• What is being asked:
Retype the records below exactly as they appear.

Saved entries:
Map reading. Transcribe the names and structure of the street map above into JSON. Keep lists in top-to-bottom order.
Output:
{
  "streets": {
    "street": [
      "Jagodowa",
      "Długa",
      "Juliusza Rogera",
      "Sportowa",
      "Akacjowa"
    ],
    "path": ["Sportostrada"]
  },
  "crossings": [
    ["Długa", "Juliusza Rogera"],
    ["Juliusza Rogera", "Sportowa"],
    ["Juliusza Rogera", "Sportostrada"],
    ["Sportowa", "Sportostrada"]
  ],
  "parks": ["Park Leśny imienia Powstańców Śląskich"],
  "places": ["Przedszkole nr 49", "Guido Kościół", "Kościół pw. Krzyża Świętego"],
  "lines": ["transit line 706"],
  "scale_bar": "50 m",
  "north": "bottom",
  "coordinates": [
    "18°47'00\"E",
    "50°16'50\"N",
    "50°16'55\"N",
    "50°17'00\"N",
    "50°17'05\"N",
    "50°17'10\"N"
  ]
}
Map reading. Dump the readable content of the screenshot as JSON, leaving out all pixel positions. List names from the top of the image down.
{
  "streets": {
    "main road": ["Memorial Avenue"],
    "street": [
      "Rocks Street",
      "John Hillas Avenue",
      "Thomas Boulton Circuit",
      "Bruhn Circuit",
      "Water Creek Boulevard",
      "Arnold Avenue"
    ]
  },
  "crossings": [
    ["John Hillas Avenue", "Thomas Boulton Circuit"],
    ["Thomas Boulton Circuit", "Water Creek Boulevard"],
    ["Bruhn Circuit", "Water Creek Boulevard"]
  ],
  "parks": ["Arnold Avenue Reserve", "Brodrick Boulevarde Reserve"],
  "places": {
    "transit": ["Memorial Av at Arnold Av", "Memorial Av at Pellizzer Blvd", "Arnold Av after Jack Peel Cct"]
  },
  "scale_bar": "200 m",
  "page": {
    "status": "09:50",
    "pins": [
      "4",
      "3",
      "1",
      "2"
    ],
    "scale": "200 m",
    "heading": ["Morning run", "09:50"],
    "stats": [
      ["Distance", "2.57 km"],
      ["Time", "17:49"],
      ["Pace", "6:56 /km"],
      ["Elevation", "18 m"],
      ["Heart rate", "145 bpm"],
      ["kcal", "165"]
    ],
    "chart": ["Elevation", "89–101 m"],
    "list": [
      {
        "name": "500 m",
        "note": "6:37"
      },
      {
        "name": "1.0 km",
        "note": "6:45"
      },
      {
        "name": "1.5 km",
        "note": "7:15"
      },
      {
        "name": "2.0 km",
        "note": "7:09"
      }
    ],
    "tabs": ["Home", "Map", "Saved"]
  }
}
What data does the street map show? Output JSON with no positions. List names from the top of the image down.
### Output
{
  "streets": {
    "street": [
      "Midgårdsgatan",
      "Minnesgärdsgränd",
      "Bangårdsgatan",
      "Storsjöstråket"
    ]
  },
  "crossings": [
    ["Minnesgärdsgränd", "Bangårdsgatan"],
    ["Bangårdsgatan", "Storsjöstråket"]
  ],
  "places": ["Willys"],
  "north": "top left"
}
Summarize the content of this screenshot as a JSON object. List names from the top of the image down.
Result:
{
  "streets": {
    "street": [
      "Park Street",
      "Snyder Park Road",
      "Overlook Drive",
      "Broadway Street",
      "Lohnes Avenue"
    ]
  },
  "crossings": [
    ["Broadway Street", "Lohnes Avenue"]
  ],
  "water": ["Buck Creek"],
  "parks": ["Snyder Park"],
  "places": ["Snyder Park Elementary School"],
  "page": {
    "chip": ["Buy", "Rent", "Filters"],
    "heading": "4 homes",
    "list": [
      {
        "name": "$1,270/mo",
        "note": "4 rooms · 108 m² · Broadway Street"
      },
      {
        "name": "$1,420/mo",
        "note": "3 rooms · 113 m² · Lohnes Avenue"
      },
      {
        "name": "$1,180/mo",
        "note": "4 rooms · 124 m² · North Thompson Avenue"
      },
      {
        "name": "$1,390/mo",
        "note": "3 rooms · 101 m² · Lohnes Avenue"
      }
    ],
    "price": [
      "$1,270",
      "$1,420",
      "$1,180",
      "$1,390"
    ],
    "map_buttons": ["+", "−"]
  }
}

• Task solution:
Map reading. Transcribe the names and structure of the street map above into JSON. Keep lists in top-to-bottom order.
Output:
{
  "streets": {
    "street": [
      "Jagodowa",
      "Długa",
      "Juliusza Rogera",
      "Sportowa",
      "Akacjowa"
    ],
    "path": ["Sportostrada"]
  },
  "crossings": [
    ["Długa", "Juliusza Rogera"],
    ["Juliusza Rogera", "Sportowa"],
    ["Juliusza Rogera", "Sportostrada"],
    ["Sportowa", "Sportostrada"]
  ],
  "parks": ["Park Leśny imienia Powstańców Śląskich"],
  "places": ["Przedszkole nr 49", "Guido Kościół", "Kościół pw. Krzyża Świętego"],
  "lines": ["transit line 706"],
  "scale_bar": "50 m",
  "north": "bottom",
  "coordinates": [
    "18°47'00\"E",
    "50°16'50\"N",
    "50°16'55\"N",
    "50°17'00\"N",
    "50°17'05\"N",
    "50°17'10\"N"
  ]
}
Map reading. Dump the readable content of the screenshot as JSON, leaving out all pixel positions. List names from the top of the image down.
{
  "streets": {
    "main road": ["Memorial Avenue"],
    "street": [
      "Rocks Street",
      "John Hillas Avenue",
      "Thomas Boulton Circuit",
      "Bruhn Circuit",
      "Water Creek Boulevard",
      "Arnold Avenue"
    ]
  },
  "crossings": [
    ["John Hillas Avenue", "Thomas Boulton Circuit"],
    ["Thomas Boulton Circuit", "Water Creek Boulevard"],
    ["Bruhn Circuit", "Water Creek Boulevard"]
  ],
  "parks": ["Arnold Avenue Reserve", "Brodrick Boulevarde Reserve"],
  "places": {
    "transit": ["Memorial Av at Arnold Av", "Memorial Av at Pellizzer Blvd", "Arnold Av after Jack Peel Cct"]
  },
  "scale_bar": "200 m",
  "page": {
    "status": "09:50",
    "pins": [
      "4",
      "3",
      "1",
      "2"
    ],
    "scale": "200 m",
    "heading": ["Morning run", "09:50"],
    "stats": [
      ["Distance", "2.57 km"],
      ["Time", "17:49"],
      ["Pace", "6:56 /km"],
      ["Elevation", "18 m"],
      ["Heart rate", "145 bpm"],
      ["kcal", "165"]
    ],
    "chart": ["Elevation", "89–101 m"],
    "list": [
      {
        "name": "500 m",
        "note": "6:37"
      },
      {
        "name": "1.0 km",
        "note": "6:45"
      },
      {
        "name": "1.5 km",
        "note": "7:15"
      },
      {
        "name": "2.0 km",
        "note": "7:09"
      }
    ],
    "tabs": ["Home", "Map", "Saved"]
  }
}
What data does the street map show? Output JSON with no positions. List names from the top of the image down.
### Output
{
  "streets": {
    "street": [
      "Midgårdsgatan",
      "Minnesgärdsgränd",
      "Bangårdsgatan",
      "Storsjöstråket"
    ]
  },
  "crossings": [
    ["Minnesgärdsgränd", "Bangårdsgatan"],
    ["Bangårdsgatan", "Storsjöstråket"]
  ],
  "places": ["Willys"],
  "north": "top left"
}
Summarize the content of this screenshot as a JSON object. List names from the top of the image down.
Result:
{
  "streets": {
    "street": [
      "Park Street",
      "Snyder Park Road",
      "Overlook Drive",
      "Broadway Street",
      "Lohnes Avenue"
    ]
  },
  "crossings": [
    ["Broadway Street", "Lohnes Avenue"]
  ],
  "water": ["Buck Creek"],
  "parks": ["Snyder Park"],
  "places": ["Snyder Park Elementary School"],
  "page": {
    "chip": ["Buy", "Rent", "Filters"],
    "heading": "4 homes",
    "list": [
      {
        "name": "$1,270/mo",
        "note": "4 rooms · 108 m² · Broadway Street"
      },
      {
        "name": "$1,420/mo",
        "note": "3 rooms · 113 m² · Lohnes Avenue"
      },
      {
        "name": "$1,180/mo",
        "note": "4 rooms · 124 m² · North Thompson Avenue"
      },
      {
        "name": "$1,390/mo",
        "note": "3 rooms · 101 m² · Lohnes Avenue"
      }
    ],
    "price": [
      "$1,270",
      "$1,420",
      "$1,180",
      "$1,390"
    ],
    "map_buttons": ["+", "−"]
  }
}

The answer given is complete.